We now turn to the general case.  Let K be the extension of {\mathbb Q} generated by the x and y coordinates of all vertices Q_i in our dissection.  This is a finitely generated extension of {\mathbb Q}.  If v is any extension of the 2-adic valuation on {\mathbb Q} to K, the exact same argument we just gave applies verbatim!  So we are done by the classical theorem of Chevalley below.  Q.E.D.

Theorem (Chevalley): If k is a field, v_0 : k^* \to {\mathbb R} is a valuation on k, and K is a finitely generated field extension of k, there exists a valuation v on K whose restriction to k is v_0.

(In fact, Chevalley proved this result without the restriction that K/k is finitely generated, but we only need the finitely generated case, which is more elementary as it does not require invoking the axiom of choice like in the general case.)

Proof (sketch): Every finitely generated extension K/k can be factored as K / k(t_1,\ldots,t_m) / k where K / k(t_1,\ldots,t_m) is finite and t_1,\ldots,t_m are algebraically independent over k, i.e., k(t_1,\ldots,t_m) / k is purely transcendental.  It therefore suffices by induction to prove the theorem in the two special cases (i) K/k algebraic and (ii) K = k(t) with t transcendental over k.  In case (i), we may furthermore assume that k is complete, and in this case it is well-known that there is a unique extension of v_0 to K, given by the formula

v(\alpha) = \frac{1}{[K:k]} v_0({\rm Norm}^K_k(\alpha)).

In case (ii), there are many possible extensions.  For one such extension, we first extend v_0 to the polynomial ring k[t] by defining v(\sum a_i t^i) = {\rm min}(v(a_i)), and then extend to the quotient field k(t) by the formula v(P/Q) = v(P) - v(Q)Q.E.D.

Concluding remarks:

1. The argument given above actually proves the significantly stronger fact that it is impossible to dissect a square into triangles whose areas are all rational numbers with odd denominators.

2. In this paper, D. G. Mead proves the following extension of the Monsky-Thomas theorem:

Theorem (Mead): The unit hypercube in n dimensions can be divided into m simplices, all of equal volume, if and only if m is a multiple of n!.

The proof is similar to the proof of the Monsky-Thomas theorem, comprising (i) a generalization of Sperner’s Lemma to simplicial decompositions of n-dimensional polytopes, (ii) a coloring scheme for each prime number p which generalizes the one above in dimension 2 for p=2, and (iii) the determanental formula for the volume of an n-simplex, which involves a leading term of \frac{1}{n!}.  One finds that there exists a rainbow simplex T and for each prime p, we have v_p(1/m) = v_p({\rm vol}(T)) \leq -v_p(n!).  This implies that n! divides m as desired (the other direction is easy).
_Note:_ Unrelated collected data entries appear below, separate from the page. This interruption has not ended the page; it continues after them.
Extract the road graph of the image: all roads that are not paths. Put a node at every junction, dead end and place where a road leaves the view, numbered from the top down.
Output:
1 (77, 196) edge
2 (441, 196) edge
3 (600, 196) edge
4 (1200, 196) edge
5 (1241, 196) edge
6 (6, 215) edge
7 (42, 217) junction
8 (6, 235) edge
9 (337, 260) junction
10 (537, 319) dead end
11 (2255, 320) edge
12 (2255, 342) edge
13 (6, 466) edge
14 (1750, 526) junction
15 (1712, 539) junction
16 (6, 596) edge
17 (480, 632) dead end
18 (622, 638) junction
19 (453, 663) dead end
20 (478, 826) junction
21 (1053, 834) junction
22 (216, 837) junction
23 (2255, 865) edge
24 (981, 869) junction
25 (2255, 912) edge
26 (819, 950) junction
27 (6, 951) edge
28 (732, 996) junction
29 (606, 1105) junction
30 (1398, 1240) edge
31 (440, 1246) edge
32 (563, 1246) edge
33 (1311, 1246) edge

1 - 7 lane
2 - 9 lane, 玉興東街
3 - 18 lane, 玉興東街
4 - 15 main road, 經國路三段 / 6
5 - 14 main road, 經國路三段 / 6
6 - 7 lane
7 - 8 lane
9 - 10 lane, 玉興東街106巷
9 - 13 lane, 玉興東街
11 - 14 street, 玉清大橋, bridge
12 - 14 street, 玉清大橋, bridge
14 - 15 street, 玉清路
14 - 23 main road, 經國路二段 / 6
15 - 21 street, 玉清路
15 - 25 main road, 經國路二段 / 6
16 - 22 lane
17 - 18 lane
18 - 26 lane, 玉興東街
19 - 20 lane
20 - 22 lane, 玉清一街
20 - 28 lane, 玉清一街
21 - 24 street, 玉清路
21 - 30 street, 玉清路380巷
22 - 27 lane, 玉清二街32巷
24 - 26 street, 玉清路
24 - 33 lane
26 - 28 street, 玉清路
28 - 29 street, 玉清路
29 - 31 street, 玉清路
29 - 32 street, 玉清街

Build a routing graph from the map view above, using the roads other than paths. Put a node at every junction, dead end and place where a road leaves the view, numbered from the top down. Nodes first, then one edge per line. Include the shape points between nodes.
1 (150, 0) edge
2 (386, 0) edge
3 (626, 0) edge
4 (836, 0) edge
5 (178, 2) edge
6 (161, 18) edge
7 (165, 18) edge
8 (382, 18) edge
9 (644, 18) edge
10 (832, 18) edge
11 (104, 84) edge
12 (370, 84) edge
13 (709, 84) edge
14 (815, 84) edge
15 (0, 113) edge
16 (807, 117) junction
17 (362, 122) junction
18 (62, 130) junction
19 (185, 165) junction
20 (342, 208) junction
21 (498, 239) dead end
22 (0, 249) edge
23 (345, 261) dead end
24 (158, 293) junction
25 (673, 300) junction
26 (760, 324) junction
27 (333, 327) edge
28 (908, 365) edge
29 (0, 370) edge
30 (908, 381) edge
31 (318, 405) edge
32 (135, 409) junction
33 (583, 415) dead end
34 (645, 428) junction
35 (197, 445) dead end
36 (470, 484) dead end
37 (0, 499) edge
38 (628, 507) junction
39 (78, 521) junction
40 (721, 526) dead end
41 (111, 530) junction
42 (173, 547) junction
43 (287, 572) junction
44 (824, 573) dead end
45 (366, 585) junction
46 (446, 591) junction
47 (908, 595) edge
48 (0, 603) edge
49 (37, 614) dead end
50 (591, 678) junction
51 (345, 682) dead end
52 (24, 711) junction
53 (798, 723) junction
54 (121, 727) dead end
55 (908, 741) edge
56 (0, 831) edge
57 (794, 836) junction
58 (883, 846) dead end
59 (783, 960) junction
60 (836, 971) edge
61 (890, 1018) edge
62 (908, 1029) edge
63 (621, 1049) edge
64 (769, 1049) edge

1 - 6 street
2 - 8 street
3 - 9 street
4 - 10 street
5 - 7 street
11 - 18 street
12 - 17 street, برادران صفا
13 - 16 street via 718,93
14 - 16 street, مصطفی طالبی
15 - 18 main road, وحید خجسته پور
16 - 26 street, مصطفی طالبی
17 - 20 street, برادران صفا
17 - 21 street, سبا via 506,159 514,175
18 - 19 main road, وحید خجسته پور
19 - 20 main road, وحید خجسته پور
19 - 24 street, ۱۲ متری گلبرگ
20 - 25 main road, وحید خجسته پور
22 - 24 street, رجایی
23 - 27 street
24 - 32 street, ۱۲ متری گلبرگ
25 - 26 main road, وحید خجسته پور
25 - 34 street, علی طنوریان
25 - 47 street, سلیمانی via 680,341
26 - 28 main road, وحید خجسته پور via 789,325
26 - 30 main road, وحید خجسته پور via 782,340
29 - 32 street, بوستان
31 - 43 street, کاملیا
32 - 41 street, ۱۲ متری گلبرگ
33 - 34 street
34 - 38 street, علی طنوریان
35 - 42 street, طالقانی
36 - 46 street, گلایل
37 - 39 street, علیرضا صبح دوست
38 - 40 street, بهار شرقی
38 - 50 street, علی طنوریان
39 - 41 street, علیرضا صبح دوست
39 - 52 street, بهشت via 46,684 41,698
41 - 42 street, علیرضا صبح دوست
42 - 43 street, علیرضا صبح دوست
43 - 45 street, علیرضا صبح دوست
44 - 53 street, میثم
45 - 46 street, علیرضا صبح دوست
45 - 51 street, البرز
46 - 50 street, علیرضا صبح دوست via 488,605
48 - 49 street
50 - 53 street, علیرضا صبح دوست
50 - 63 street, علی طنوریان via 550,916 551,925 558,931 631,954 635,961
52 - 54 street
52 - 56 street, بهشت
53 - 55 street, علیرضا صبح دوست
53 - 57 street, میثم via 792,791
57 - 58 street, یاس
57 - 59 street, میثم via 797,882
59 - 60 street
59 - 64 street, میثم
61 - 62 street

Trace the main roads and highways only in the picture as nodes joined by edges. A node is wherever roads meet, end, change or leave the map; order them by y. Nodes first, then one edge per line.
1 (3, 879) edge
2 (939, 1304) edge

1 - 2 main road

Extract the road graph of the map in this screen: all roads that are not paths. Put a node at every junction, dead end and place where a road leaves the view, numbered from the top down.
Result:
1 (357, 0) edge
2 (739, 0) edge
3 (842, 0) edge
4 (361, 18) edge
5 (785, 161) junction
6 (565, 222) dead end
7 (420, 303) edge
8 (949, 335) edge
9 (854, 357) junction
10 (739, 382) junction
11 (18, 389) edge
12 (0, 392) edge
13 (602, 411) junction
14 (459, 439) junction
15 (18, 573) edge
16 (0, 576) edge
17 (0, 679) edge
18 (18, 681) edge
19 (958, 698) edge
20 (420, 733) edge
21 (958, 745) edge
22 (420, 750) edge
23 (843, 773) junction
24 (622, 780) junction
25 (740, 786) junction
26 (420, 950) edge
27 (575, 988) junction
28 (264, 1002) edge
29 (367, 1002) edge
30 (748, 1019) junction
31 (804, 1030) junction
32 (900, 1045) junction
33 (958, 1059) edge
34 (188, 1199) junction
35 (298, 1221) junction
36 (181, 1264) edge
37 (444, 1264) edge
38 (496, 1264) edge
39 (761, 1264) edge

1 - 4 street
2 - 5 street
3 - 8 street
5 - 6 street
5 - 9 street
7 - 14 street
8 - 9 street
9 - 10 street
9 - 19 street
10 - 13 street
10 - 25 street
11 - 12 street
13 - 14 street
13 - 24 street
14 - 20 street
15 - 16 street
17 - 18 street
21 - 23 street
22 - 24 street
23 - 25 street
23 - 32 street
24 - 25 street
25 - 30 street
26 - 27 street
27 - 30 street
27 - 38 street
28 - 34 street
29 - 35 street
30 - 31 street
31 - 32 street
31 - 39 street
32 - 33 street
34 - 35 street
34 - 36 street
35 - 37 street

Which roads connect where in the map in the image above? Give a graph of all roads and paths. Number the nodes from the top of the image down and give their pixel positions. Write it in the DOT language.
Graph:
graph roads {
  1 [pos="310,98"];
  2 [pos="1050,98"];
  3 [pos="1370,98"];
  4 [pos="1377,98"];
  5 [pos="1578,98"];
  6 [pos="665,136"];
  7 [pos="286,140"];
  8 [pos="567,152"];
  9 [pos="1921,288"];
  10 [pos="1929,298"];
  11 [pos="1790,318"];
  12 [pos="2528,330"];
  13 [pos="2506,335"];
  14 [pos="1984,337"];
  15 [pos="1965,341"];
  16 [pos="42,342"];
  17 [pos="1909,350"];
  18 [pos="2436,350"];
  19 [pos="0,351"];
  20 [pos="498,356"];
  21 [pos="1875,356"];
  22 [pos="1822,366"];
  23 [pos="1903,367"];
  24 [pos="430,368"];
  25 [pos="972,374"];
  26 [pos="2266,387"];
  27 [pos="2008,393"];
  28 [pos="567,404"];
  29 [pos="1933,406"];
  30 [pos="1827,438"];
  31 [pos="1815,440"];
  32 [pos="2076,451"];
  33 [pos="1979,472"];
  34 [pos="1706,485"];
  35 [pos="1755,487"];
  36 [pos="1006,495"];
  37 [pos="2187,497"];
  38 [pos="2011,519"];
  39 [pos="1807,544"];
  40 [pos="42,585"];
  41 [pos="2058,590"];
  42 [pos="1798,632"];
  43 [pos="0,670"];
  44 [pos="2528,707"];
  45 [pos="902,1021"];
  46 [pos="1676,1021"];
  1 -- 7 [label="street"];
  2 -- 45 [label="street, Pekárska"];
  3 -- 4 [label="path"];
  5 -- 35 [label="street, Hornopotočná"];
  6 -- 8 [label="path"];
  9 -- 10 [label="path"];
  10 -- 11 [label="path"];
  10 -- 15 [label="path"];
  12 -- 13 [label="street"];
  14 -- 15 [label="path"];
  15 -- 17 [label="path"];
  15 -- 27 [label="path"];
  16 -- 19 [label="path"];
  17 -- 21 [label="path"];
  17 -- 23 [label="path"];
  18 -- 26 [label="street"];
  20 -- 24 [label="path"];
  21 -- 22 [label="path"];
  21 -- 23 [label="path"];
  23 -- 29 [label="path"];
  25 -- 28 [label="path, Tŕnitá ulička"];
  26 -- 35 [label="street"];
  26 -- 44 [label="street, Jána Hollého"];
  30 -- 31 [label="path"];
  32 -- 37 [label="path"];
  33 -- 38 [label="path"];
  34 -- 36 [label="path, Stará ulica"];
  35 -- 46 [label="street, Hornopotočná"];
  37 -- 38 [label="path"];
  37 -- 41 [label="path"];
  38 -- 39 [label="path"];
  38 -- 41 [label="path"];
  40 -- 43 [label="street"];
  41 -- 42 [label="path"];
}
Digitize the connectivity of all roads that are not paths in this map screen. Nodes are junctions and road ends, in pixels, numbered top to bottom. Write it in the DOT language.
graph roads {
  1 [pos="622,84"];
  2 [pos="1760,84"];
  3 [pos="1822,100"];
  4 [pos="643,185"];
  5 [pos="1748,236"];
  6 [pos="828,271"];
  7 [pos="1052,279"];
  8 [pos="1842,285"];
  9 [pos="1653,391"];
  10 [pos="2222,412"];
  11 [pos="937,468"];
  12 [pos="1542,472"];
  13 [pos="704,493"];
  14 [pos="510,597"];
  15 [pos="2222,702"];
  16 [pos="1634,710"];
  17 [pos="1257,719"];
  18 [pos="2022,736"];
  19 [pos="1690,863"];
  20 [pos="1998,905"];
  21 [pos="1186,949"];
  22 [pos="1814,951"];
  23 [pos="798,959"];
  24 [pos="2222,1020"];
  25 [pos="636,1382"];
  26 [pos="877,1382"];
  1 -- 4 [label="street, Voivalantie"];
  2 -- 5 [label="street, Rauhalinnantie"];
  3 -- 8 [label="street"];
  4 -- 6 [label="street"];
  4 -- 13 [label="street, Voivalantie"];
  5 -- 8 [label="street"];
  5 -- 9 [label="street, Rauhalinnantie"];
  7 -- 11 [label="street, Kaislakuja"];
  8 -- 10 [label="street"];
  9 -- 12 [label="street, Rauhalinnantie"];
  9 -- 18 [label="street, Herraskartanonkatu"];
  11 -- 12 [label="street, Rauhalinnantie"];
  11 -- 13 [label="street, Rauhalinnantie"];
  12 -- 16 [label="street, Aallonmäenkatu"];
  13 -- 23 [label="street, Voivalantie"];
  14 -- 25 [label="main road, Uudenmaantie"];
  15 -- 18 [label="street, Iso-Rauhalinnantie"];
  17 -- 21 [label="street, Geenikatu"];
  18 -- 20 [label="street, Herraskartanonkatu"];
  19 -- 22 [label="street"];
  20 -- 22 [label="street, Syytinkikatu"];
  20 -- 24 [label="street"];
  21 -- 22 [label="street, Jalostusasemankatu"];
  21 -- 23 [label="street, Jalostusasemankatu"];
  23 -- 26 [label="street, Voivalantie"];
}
3. In a different direction, using the methods of Monsky, Thomas, and Mead, Kasimatis proves the following result:

Theorem (Kasimatis): Let n \geq 5 be an integer.  A regular n-gon is dissectable into m triangles with equal areas if and only if m is a multiple of n.

4. One can give a more elementary proof of the special case of Chevalley’s theorem needed for the proof of our main theorem on dissecting a square into triangles – see the appendix to Chapter 22 of Proofs from the Book.

5. My other favorite application of Sperner’s Lemma is to fair division problems, see for example this New York Times article.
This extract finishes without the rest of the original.